▶ [Instructions for the task] The required output consists solely of the lines from the top of the listing through the line containing "Road topology of", transcribed exactly.

▶ [Data under study]
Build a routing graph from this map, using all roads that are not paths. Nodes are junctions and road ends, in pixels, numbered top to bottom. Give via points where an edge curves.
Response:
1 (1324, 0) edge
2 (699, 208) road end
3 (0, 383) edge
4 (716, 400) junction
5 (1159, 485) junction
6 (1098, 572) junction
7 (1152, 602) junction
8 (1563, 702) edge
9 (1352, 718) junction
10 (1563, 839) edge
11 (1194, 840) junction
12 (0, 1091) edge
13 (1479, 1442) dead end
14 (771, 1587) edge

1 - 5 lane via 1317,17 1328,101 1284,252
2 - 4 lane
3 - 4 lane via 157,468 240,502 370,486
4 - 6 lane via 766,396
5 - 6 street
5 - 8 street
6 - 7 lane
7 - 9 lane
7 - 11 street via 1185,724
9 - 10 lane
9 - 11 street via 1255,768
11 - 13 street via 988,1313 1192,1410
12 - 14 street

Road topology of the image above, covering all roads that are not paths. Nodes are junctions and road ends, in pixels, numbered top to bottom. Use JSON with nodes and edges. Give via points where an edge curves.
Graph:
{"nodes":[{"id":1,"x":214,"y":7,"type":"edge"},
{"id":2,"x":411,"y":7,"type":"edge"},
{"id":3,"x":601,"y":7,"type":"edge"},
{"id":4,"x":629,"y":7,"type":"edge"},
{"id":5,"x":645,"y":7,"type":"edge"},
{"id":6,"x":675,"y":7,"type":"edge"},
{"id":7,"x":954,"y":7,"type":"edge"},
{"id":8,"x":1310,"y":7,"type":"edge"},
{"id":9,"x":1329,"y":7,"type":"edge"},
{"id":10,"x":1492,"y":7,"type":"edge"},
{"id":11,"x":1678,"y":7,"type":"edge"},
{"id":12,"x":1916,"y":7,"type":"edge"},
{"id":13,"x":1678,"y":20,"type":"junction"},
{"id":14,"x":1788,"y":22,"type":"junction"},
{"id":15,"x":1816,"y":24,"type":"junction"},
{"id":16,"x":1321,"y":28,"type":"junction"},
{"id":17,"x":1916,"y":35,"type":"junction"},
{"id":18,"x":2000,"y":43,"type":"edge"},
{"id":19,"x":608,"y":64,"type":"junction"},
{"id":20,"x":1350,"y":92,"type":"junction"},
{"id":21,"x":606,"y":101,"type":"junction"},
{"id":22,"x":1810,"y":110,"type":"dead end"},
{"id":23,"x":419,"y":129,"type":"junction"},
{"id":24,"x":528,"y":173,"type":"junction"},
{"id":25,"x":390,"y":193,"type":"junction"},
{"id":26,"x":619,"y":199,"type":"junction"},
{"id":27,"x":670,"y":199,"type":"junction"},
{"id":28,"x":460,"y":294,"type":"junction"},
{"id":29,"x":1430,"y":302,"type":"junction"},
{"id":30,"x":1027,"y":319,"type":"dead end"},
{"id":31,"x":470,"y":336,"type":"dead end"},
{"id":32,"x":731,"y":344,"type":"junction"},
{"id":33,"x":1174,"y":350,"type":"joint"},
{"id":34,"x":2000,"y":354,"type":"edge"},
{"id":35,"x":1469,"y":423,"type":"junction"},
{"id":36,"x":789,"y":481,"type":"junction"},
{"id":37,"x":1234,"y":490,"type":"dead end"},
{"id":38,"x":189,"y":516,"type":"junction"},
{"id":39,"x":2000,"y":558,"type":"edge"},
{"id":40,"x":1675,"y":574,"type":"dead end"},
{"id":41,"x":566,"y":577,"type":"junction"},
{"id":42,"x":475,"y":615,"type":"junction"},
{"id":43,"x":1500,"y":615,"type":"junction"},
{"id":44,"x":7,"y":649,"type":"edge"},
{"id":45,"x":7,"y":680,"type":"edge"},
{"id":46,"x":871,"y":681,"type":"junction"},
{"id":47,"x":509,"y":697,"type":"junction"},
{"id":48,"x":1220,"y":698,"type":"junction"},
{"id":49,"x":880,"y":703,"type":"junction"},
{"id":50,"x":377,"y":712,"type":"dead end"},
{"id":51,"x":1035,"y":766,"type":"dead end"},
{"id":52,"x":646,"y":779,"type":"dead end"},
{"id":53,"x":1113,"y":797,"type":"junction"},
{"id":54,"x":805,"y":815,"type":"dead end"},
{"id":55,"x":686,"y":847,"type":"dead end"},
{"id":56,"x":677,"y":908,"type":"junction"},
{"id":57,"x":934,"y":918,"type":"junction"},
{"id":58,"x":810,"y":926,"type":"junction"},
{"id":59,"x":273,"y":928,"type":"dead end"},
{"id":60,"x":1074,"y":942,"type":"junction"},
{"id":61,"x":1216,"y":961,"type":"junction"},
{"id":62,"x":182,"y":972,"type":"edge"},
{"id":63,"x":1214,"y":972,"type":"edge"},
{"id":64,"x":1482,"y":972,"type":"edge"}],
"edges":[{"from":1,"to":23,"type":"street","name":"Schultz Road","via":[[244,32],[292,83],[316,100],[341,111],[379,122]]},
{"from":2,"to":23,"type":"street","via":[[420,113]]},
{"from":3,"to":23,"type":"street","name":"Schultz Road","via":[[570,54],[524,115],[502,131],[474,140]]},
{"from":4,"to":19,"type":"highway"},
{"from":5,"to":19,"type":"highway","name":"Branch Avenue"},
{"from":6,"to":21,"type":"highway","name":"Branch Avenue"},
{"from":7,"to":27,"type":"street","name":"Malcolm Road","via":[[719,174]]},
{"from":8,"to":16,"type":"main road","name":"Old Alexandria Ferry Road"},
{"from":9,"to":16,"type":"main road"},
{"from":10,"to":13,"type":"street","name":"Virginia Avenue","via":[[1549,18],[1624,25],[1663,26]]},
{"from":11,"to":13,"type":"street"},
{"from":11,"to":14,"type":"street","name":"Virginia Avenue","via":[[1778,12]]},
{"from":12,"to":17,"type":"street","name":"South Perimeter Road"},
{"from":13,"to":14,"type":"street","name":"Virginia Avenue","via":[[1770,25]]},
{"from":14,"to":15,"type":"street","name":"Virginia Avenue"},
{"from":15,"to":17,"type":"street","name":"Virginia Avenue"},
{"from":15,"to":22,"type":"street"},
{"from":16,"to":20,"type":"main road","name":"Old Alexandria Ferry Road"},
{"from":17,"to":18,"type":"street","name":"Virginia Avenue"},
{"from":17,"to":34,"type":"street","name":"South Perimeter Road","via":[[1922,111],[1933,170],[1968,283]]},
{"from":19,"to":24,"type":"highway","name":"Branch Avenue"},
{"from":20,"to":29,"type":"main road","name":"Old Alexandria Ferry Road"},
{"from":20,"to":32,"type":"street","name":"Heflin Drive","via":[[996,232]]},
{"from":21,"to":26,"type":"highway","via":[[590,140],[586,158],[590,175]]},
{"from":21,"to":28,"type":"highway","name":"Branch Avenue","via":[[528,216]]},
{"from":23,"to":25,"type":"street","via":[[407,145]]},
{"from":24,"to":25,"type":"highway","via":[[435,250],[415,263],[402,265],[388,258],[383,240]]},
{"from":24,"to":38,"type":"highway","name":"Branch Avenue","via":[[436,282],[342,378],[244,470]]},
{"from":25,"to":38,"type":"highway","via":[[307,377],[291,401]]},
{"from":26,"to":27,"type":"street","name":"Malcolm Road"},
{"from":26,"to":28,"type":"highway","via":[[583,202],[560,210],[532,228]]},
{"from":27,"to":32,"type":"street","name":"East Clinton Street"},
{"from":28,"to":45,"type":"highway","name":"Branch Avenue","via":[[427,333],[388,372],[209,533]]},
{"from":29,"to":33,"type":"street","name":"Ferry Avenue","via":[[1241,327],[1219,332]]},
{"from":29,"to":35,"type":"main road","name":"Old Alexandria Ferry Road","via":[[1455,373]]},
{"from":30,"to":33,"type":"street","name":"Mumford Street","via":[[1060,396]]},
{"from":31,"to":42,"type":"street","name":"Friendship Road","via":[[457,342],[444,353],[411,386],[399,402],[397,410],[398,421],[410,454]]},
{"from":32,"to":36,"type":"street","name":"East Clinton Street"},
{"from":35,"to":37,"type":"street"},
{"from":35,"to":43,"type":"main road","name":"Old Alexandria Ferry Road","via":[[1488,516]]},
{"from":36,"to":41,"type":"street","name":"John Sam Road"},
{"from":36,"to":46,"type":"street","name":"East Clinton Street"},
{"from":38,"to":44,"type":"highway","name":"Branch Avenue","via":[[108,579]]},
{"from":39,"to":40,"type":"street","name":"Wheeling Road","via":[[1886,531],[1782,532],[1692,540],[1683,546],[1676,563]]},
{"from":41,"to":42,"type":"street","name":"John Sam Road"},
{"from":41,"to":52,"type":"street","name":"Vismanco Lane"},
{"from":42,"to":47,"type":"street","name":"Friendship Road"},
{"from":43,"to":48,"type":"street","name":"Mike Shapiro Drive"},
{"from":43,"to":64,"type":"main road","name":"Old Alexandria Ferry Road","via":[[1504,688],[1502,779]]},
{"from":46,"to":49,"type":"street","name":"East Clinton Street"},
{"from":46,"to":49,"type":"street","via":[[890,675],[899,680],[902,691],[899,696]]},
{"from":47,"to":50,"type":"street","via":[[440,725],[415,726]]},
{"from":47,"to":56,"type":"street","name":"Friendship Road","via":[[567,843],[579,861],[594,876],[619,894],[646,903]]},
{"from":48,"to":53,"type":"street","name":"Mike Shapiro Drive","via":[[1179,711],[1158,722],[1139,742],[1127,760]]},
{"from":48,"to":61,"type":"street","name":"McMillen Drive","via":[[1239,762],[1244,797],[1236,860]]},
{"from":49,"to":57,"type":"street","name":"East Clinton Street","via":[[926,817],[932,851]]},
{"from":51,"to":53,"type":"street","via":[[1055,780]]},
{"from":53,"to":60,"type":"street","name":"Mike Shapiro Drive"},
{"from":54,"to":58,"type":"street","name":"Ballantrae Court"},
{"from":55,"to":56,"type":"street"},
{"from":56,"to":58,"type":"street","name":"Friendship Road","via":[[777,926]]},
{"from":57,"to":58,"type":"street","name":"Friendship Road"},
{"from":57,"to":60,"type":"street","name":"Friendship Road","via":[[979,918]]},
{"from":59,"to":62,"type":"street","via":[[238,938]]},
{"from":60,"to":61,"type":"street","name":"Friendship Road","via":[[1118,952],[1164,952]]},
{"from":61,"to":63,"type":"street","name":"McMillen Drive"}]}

▶ [Exercise solution]
Build a routing graph from this map, using all roads that are not paths. Nodes are junctions and road ends, in pixels, numbered top to bottom. Give via points where an edge curves.
Response:
1 (1324, 0) edge
2 (699, 208) road end
3 (0, 383) edge
4 (716, 400) junction
5 (1159, 485) junction
6 (1098, 572) junction
7 (1152, 602) junction
8 (1563, 702) edge
9 (1352, 718) junction
10 (1563, 839) edge
11 (1194, 840) junction
12 (0, 1091) edge
13 (1479, 1442) dead end
14 (771, 1587) edge

1 - 5 lane via 1317,17 1328,101 1284,252
2 - 4 lane
3 - 4 lane via 157,468 240,502 370,486
4 - 6 lane via 766,396
5 - 6 street
5 - 8 street
6 - 7 lane
7 - 9 lane
7 - 11 street via 1185,724
9 - 10 lane
9 - 11 street via 1255,768
11 - 13 street via 988,1313 1192,1410
12 - 14 street

Road topology of the image above, covering all roads that are not paths. Nodes are junctions and road ends, in pixels, numbered top to bottom. Use JSON with nodes and edges. Give via points where an edge curves.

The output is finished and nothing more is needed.